List with the following plot for each output:

• Plot 1: colorful plot with the classification of the classes in a 2D map
• Plot 2: b/w plot with probability of the chosen class in a 2D map
• Plot 3: plot with the stats::predictions of the data provided if param der is FALSE

Examples

## Load data -------------------------------------------------------------------
data("DAILY_DEMAND_TR")
fdata <- DAILY_DEMAND_TR

## Parameters of the NNET ------------------------------------------------------
hidden_neurons <- 5
iters <- 250
decay <- 0.1

################################################################################
#########################  REGRESSION NNET #####################################
################################################################################
## Regression dataframe --------------------------------------------------------
# Scale the data
fdata.Reg.tr <- fdata[,2:ncol(fdata)]
fdata.Reg.tr[,3] <- fdata.Reg.tr[,3]/10
fdata.Reg.tr[,1] <- fdata.Reg.tr[,1]/1000

# Normalize the data for some models
preProc <- caret::preProcess(fdata.Reg.tr, method = c("center","scale"))
nntrData <- predict(preProc, fdata.Reg.tr)

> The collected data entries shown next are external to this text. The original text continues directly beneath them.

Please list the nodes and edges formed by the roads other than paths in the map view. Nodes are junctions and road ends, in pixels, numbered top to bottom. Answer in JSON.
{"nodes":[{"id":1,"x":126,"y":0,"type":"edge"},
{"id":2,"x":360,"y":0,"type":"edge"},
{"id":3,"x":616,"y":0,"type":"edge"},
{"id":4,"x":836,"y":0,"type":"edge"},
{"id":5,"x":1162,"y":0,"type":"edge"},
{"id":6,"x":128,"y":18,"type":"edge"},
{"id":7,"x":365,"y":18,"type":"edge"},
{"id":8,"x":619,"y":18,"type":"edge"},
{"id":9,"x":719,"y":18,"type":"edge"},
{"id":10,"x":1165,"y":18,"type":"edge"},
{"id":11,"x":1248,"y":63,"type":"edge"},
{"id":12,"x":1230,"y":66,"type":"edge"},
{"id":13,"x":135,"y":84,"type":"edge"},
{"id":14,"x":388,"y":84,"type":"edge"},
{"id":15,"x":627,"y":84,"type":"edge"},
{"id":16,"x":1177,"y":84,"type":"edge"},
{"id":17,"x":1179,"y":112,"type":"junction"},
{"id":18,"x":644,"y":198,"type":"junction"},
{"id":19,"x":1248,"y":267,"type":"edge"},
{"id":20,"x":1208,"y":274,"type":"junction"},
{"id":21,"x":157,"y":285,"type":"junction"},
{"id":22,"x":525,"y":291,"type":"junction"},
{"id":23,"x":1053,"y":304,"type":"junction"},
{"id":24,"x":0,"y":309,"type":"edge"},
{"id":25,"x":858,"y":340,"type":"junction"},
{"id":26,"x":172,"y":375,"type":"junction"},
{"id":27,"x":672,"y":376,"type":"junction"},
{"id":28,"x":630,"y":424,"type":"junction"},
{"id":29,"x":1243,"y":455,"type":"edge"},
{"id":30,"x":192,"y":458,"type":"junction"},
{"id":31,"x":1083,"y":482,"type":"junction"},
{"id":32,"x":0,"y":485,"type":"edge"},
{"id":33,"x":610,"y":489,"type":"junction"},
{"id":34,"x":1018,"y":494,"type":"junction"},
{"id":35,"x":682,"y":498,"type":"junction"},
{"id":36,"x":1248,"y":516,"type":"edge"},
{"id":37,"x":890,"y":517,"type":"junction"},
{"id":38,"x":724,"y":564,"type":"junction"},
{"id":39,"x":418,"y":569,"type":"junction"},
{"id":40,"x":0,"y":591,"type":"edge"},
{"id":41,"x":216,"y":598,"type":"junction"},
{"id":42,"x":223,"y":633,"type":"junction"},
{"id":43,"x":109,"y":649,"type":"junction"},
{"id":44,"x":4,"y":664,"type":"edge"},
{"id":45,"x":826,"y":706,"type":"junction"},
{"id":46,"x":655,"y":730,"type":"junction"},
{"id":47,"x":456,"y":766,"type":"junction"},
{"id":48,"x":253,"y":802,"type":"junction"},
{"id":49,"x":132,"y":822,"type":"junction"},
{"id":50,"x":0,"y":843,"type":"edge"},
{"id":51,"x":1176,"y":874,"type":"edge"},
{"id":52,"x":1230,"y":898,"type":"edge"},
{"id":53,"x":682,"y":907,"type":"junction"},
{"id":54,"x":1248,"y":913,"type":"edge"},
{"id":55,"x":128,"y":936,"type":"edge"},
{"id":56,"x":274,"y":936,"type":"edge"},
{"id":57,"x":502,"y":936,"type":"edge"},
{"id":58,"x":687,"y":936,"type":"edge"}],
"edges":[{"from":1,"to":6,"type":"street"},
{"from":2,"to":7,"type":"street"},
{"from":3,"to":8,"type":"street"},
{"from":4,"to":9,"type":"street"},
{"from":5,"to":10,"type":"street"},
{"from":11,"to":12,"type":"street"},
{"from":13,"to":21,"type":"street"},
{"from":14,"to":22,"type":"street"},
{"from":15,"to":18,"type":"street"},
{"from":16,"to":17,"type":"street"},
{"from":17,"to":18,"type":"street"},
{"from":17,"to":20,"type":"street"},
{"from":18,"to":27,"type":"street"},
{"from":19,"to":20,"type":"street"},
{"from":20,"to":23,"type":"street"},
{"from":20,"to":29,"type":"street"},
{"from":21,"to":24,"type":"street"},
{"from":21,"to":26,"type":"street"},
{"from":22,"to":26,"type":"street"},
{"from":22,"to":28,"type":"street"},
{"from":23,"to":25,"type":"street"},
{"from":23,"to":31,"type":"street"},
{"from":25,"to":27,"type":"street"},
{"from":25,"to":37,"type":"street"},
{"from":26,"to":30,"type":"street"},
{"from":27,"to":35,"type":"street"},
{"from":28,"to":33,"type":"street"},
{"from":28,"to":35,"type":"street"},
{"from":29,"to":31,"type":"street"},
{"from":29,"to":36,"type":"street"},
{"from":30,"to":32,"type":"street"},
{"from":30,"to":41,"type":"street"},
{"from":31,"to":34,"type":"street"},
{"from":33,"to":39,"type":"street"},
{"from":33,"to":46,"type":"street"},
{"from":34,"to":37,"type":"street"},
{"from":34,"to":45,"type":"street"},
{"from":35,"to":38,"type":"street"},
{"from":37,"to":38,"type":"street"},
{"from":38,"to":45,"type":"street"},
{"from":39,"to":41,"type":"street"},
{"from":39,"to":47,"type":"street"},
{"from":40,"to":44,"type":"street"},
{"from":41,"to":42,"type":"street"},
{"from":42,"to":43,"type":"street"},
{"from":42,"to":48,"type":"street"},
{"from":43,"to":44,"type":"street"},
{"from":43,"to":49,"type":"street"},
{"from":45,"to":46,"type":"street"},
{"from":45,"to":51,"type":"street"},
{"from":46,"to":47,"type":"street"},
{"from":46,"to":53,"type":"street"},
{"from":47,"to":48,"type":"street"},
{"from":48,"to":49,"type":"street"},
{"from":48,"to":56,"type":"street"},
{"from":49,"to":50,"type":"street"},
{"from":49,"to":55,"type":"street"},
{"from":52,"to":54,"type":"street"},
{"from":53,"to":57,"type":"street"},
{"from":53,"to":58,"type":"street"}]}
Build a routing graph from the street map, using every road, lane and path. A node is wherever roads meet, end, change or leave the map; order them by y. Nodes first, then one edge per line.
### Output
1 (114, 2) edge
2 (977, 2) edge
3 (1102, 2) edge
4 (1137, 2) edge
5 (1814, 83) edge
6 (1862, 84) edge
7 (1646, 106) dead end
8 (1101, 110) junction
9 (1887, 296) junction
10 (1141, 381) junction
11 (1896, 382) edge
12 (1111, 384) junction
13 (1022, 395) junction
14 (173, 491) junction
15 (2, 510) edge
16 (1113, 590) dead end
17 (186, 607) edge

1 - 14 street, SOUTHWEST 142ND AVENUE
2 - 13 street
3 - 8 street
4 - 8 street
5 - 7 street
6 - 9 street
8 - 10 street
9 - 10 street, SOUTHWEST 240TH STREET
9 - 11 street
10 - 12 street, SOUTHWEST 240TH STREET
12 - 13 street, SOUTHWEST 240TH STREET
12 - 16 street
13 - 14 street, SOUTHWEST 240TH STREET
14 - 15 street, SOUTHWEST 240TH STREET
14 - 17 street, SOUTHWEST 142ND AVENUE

#' ## TRAIN nnet NNET --------------------------------------------------------
# Create a formula to train NNET
form <- paste(names(fdata.Reg.tr)[2:ncol(fdata.Reg.tr)], collapse = " + ")
form <- formula(paste(names(fdata.Reg.tr)[1], form, sep = " ~ "))

set.seed(150)
nnetmod <- nnet::nnet(form,
                           data = nntrData,
                           linear.output = TRUE,
                           size = hidden_neurons,
                           decay = decay,
                           maxit = iters)
# Try SensAnalysisMLP
sens <- NeuralSens::SensAnalysisMLP(nnetmod, trData = nntrData, plot = FALSE)
NeuralSens::SensitivityPlots(sens)

References

Pizarroso J, Portela J, Muñoz A (2022). NeuralSens: Sensitivity Analysis of Neural Networks. Journal of Statistical Software, 102(7), 1-36.